**Exercise instructions:** Say the number of lines holding the word "node" in the data, and leave out everything else.

**Excerpted data:**

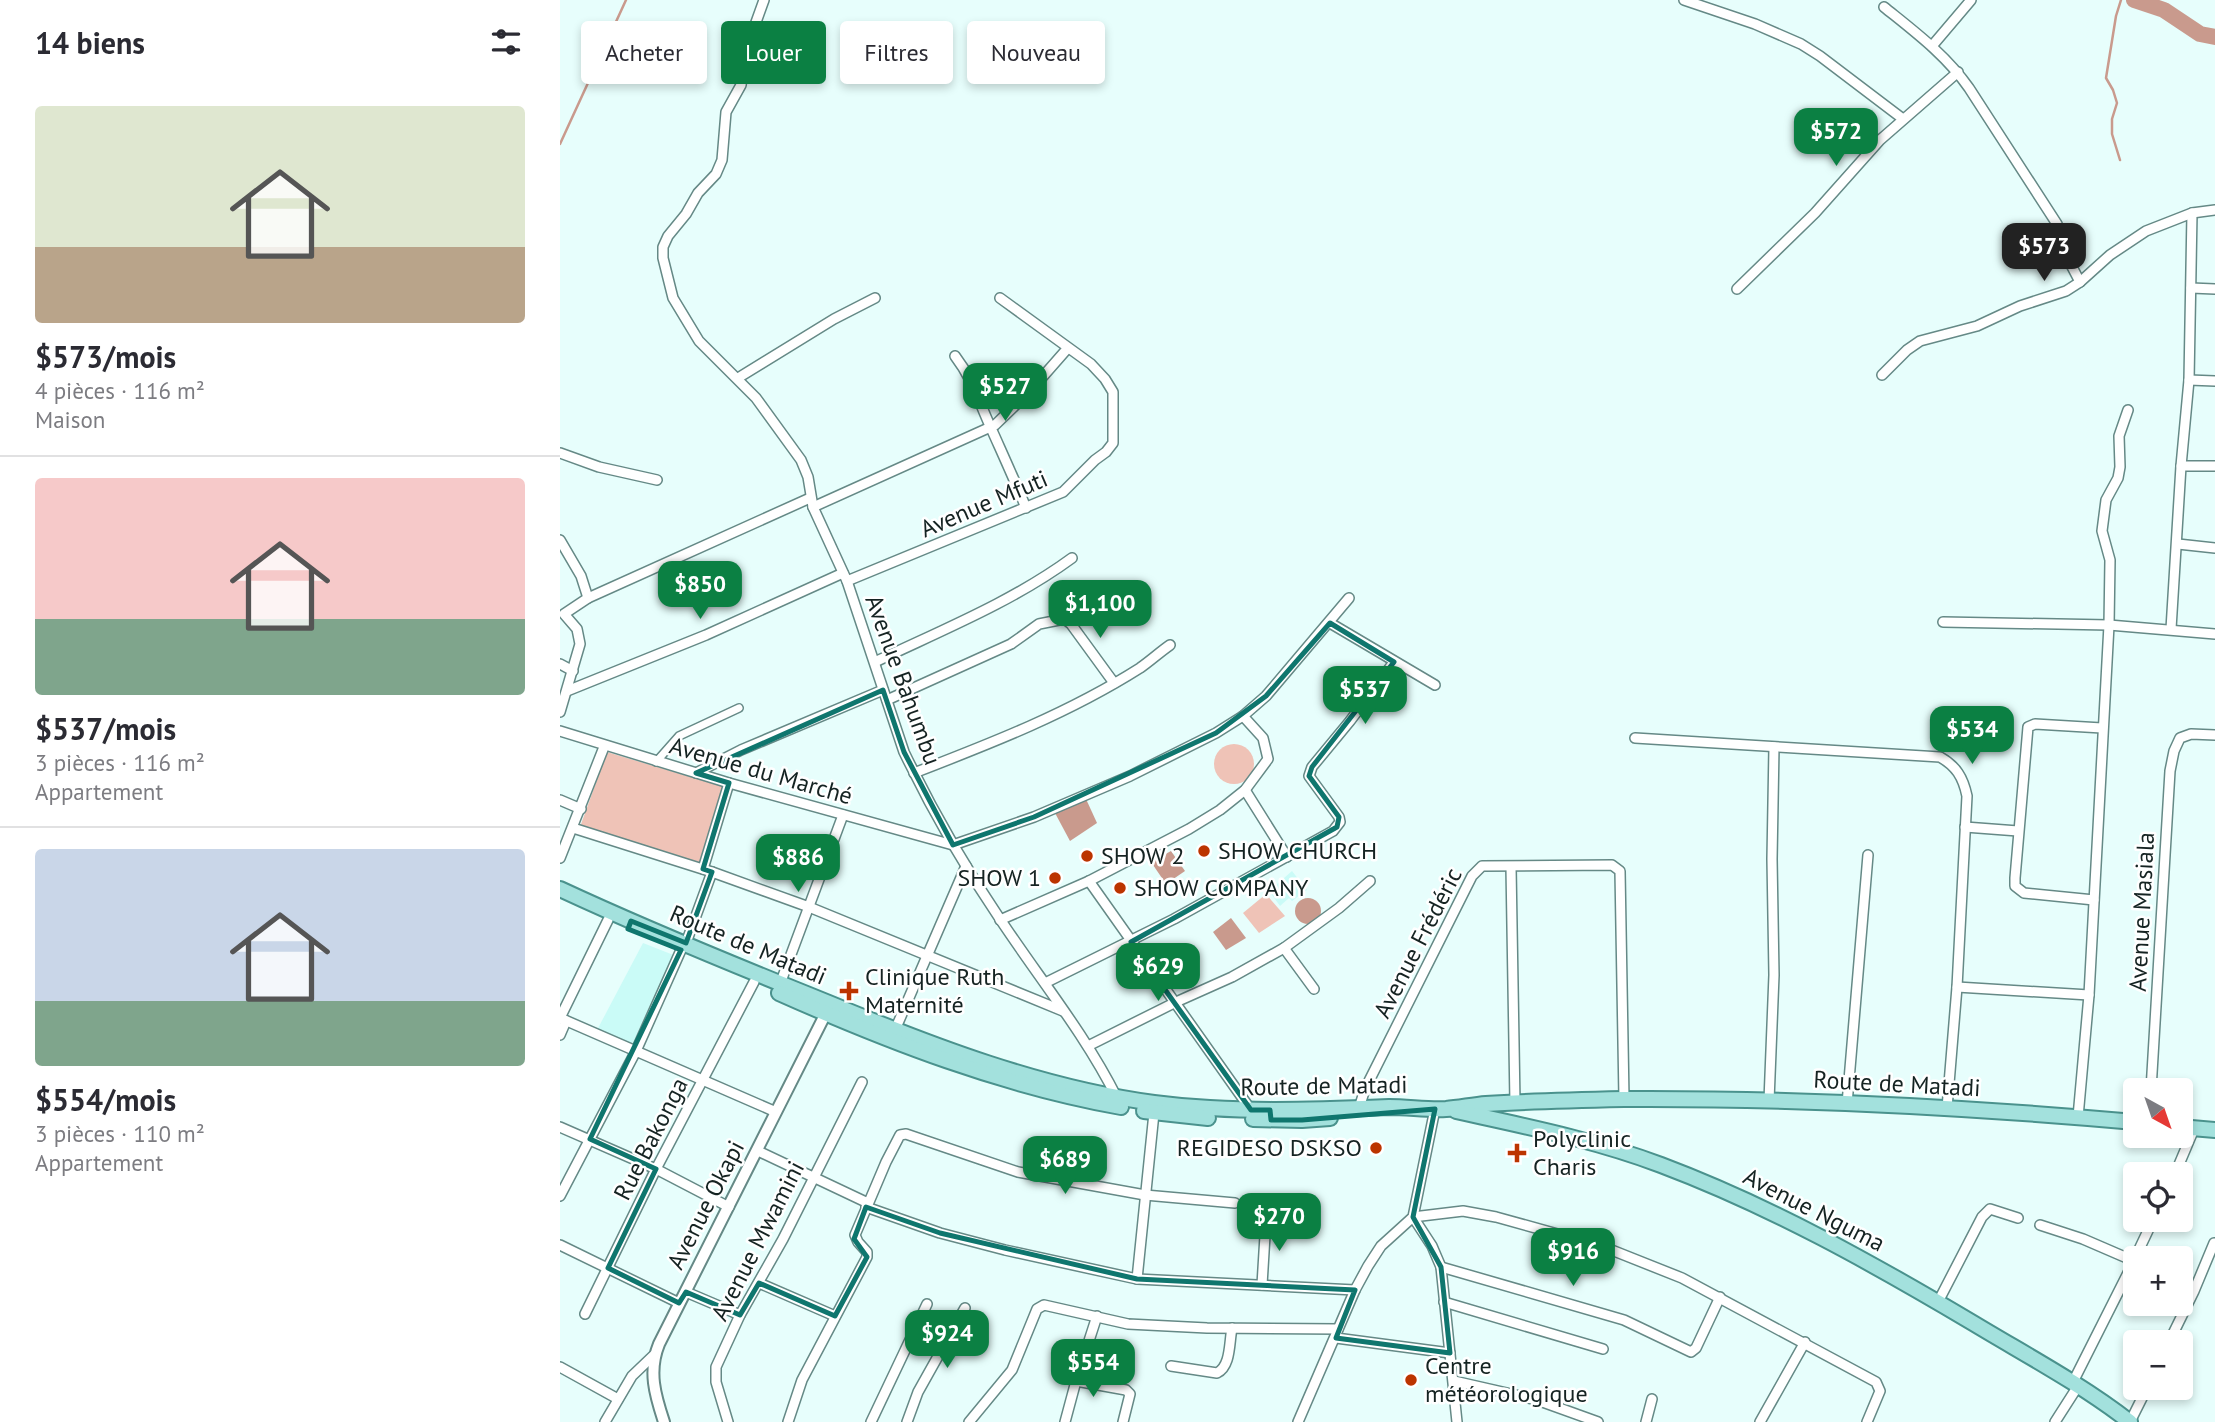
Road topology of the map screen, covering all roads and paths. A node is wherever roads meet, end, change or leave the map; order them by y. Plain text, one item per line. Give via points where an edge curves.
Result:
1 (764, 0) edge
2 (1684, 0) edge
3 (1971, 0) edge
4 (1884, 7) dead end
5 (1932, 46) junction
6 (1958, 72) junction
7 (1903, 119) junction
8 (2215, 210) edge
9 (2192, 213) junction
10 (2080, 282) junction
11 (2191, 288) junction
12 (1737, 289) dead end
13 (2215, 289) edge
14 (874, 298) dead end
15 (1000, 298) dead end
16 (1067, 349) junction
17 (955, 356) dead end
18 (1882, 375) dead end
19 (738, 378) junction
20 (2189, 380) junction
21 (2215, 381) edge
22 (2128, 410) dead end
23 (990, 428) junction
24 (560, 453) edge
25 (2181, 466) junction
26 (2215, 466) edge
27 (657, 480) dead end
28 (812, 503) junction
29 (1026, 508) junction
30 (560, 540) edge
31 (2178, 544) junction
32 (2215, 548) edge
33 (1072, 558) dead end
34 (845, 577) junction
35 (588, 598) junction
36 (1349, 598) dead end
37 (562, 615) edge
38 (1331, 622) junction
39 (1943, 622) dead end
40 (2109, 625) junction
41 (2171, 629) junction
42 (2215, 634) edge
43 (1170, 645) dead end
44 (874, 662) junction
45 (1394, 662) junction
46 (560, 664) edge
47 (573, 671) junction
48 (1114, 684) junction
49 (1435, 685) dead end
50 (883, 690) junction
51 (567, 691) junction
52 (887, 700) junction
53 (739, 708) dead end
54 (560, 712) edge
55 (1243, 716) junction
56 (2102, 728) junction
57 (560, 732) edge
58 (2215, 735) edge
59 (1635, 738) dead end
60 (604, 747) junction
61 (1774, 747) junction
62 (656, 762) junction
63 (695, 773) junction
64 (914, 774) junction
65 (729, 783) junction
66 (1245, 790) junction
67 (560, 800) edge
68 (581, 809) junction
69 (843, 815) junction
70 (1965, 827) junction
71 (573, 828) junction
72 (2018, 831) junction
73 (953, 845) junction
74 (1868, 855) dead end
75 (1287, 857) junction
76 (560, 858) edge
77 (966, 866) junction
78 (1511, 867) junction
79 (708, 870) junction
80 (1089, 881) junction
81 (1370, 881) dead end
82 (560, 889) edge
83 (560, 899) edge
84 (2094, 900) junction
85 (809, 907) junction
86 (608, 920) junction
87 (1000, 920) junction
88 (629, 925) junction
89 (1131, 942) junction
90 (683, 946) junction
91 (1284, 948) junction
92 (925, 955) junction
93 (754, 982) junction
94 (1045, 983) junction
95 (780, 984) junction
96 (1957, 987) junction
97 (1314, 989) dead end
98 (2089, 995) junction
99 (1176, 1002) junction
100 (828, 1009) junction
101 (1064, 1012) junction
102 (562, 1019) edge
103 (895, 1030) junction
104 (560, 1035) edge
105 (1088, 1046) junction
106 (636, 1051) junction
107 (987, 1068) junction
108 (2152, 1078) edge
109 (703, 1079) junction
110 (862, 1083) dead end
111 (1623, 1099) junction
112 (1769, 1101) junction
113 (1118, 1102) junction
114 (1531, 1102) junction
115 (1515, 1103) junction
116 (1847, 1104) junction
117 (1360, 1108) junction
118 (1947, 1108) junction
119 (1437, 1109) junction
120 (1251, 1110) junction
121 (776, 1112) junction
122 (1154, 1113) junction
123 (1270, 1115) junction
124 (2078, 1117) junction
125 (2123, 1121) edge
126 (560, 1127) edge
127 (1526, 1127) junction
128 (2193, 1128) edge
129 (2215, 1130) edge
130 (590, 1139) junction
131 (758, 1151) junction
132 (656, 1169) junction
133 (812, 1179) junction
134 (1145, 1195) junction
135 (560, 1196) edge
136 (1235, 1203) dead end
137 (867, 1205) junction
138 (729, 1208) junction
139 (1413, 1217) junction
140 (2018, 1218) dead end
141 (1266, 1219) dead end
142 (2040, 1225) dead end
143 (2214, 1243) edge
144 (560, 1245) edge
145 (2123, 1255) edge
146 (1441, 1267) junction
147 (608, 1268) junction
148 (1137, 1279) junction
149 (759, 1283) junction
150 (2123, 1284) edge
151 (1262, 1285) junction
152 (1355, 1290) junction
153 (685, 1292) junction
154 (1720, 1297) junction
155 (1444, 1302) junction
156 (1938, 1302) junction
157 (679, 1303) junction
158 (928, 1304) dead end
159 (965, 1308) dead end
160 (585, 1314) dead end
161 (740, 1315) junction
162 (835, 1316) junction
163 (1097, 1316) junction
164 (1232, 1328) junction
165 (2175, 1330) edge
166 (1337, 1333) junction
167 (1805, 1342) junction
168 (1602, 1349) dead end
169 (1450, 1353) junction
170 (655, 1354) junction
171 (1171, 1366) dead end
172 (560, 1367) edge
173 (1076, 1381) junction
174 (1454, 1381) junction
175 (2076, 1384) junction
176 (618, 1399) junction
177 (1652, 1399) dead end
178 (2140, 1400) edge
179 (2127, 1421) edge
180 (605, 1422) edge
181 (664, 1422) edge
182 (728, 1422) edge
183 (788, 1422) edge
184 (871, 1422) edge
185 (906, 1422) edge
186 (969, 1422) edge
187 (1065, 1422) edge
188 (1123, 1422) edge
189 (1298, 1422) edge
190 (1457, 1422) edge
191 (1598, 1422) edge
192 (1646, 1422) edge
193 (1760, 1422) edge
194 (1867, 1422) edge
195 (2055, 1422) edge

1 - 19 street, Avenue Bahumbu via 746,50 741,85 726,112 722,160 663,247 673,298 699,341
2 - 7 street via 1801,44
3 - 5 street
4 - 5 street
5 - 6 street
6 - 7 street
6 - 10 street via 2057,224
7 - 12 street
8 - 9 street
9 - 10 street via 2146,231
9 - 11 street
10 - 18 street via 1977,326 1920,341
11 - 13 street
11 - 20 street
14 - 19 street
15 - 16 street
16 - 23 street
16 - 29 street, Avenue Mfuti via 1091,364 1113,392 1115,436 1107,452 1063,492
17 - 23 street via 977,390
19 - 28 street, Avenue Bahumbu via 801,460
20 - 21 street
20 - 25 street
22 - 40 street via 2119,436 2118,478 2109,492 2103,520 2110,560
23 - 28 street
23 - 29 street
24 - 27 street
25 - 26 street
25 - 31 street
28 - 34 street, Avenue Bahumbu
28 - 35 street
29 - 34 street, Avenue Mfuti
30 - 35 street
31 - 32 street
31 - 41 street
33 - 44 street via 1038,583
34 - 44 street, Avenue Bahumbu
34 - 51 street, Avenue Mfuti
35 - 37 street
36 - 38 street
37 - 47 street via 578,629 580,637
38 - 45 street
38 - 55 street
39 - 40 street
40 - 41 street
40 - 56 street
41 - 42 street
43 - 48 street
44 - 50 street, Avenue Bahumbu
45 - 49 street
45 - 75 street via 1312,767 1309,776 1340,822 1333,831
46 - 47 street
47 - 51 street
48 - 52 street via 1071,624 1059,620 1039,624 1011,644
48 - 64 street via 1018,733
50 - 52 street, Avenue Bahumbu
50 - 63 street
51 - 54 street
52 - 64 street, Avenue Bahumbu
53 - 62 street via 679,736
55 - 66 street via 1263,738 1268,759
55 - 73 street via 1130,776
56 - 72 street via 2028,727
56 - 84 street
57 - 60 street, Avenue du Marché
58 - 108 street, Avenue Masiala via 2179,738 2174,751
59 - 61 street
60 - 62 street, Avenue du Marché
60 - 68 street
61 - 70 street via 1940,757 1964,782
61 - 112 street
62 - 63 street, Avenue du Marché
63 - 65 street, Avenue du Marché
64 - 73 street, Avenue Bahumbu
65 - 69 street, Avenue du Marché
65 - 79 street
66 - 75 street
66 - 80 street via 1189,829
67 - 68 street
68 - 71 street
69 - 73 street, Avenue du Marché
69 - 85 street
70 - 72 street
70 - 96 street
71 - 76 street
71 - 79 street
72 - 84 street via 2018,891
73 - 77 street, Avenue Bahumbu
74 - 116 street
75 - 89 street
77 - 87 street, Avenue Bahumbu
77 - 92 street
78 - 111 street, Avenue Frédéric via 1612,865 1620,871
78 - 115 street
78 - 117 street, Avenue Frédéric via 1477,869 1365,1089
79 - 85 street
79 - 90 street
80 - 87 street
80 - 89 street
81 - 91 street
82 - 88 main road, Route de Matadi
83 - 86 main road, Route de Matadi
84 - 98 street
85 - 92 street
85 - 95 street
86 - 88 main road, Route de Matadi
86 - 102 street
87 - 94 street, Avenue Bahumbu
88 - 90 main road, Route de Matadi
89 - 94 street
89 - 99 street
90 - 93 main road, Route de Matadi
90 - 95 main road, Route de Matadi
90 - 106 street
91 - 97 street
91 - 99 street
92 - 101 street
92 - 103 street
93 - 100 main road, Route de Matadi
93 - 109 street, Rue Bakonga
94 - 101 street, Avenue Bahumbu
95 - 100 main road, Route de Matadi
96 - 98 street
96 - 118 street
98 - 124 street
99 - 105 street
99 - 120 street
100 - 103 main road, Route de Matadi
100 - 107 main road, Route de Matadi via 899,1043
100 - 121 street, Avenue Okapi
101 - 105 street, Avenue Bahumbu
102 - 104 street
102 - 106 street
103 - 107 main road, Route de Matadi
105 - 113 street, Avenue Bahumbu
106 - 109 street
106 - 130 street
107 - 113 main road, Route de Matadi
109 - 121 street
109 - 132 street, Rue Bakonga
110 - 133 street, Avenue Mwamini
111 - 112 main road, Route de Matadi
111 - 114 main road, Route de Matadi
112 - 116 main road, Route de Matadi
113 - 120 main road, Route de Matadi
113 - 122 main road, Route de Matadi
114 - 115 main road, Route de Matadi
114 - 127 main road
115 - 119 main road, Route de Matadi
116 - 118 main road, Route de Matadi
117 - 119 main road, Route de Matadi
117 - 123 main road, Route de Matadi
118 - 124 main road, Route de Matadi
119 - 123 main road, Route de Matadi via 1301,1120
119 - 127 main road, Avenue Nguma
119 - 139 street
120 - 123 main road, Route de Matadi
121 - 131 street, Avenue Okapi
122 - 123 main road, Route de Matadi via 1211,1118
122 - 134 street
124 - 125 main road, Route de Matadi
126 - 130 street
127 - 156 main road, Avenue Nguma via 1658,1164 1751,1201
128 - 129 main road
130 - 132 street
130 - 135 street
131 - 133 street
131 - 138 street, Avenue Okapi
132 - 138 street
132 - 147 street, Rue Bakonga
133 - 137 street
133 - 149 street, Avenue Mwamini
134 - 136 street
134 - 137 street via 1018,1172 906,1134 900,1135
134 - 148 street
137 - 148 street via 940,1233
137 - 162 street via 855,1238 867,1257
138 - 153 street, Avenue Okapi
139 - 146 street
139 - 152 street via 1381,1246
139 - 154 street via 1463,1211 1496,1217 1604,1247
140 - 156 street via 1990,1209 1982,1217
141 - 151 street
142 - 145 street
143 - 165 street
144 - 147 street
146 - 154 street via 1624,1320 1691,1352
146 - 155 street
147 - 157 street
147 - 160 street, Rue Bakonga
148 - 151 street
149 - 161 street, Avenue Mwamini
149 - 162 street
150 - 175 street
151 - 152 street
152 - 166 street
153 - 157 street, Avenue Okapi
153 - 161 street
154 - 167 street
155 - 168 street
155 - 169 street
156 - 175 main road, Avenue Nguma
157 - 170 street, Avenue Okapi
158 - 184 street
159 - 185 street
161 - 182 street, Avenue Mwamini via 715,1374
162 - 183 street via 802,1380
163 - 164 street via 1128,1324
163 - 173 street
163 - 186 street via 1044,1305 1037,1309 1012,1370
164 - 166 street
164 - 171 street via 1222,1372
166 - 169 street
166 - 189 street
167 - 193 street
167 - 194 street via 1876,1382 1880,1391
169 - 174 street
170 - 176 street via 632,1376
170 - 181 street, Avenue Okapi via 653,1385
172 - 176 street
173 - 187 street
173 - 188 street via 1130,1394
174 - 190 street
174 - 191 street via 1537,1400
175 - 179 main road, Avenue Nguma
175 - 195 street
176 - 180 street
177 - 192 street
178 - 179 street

...

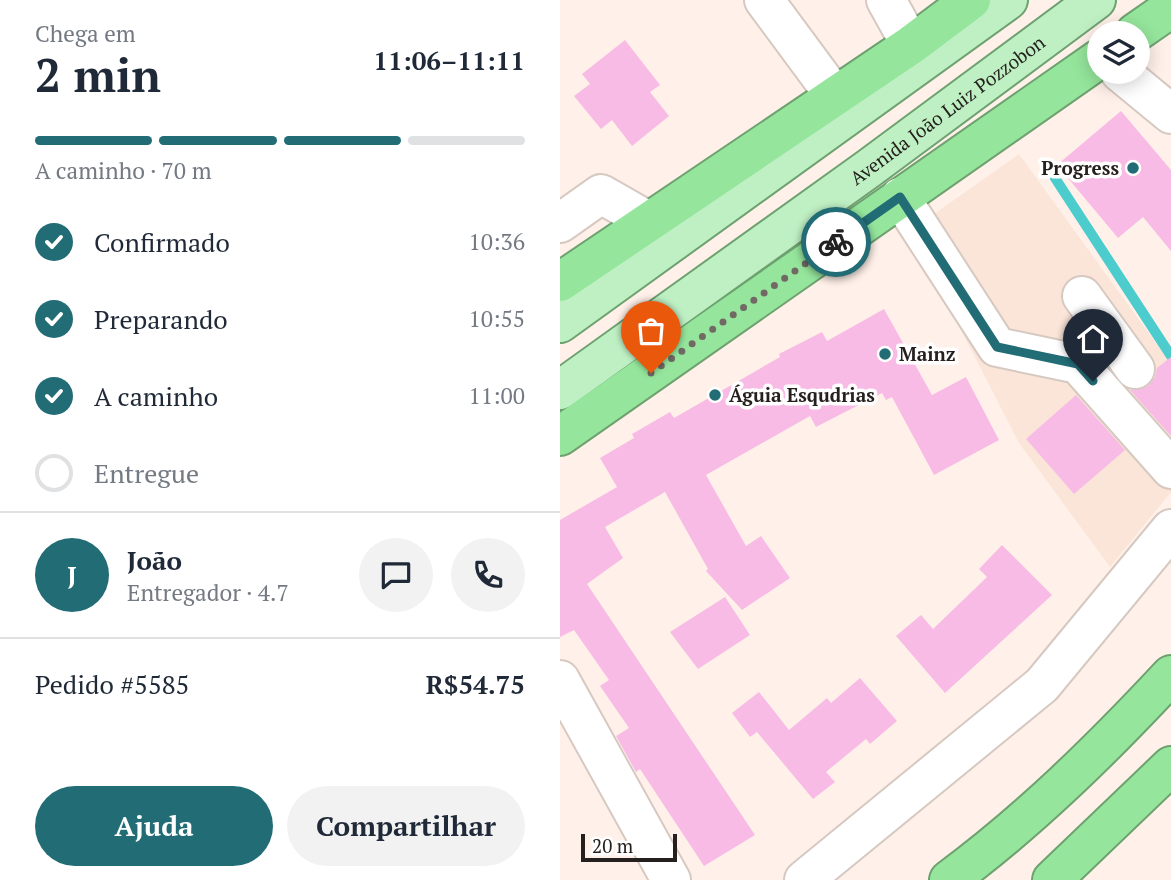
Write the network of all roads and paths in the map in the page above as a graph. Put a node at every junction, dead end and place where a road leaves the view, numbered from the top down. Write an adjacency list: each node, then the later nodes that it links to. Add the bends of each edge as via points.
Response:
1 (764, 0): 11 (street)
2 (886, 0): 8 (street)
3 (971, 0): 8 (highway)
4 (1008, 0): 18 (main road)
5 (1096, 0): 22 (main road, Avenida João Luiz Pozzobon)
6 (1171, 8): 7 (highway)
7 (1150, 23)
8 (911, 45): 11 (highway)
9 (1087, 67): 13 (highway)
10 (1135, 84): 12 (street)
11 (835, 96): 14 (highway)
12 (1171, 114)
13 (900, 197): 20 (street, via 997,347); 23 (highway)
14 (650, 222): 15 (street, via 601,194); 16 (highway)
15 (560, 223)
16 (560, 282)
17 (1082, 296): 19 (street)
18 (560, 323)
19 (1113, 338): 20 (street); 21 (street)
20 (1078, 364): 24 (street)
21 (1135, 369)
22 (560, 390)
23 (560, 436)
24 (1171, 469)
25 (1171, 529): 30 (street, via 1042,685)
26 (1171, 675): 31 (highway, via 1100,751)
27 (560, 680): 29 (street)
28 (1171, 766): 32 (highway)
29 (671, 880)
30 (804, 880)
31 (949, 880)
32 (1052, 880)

**Final answer:** 2